**PROBLEM DESCRIPTION**: Copy out every line of the listing in which "Gorgulho" appears.

**DATASET ENTRIES**:
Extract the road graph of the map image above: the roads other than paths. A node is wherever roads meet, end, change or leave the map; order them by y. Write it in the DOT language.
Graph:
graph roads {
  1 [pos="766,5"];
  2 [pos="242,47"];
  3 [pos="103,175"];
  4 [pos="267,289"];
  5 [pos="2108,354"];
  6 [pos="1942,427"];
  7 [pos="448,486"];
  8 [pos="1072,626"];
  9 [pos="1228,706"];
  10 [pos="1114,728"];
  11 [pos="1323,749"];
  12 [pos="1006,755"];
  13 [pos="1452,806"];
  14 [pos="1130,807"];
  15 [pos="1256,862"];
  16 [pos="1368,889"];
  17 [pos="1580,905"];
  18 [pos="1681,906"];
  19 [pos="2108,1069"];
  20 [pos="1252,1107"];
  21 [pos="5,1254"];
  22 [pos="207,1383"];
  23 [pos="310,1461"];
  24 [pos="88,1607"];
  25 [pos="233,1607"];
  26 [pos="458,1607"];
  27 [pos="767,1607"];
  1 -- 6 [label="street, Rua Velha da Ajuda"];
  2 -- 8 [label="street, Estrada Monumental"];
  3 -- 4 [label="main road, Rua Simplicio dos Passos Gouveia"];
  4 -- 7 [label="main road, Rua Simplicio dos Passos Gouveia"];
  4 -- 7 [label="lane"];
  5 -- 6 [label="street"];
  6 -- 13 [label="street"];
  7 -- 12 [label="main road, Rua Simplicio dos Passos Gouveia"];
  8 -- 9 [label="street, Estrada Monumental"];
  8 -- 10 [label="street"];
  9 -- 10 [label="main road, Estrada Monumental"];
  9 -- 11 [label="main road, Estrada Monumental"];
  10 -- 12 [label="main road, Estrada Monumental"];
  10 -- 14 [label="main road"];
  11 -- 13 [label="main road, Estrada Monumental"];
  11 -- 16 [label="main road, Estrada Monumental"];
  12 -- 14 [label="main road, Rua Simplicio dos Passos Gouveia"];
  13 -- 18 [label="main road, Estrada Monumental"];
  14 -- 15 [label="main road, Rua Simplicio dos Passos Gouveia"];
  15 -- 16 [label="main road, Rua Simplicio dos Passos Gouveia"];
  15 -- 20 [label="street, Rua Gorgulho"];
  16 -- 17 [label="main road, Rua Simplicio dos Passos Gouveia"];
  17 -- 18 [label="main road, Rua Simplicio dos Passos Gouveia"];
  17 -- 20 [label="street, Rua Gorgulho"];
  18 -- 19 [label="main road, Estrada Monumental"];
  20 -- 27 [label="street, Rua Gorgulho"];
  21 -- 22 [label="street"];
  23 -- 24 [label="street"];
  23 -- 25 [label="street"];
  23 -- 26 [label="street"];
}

**THE COMPLETED TASK**:
  15 -- 20 [label="street, Rua Gorgulho"];
  17 -- 20 [label="street, Rua Gorgulho"];
  20 -- 27 [label="street, Rua Gorgulho"];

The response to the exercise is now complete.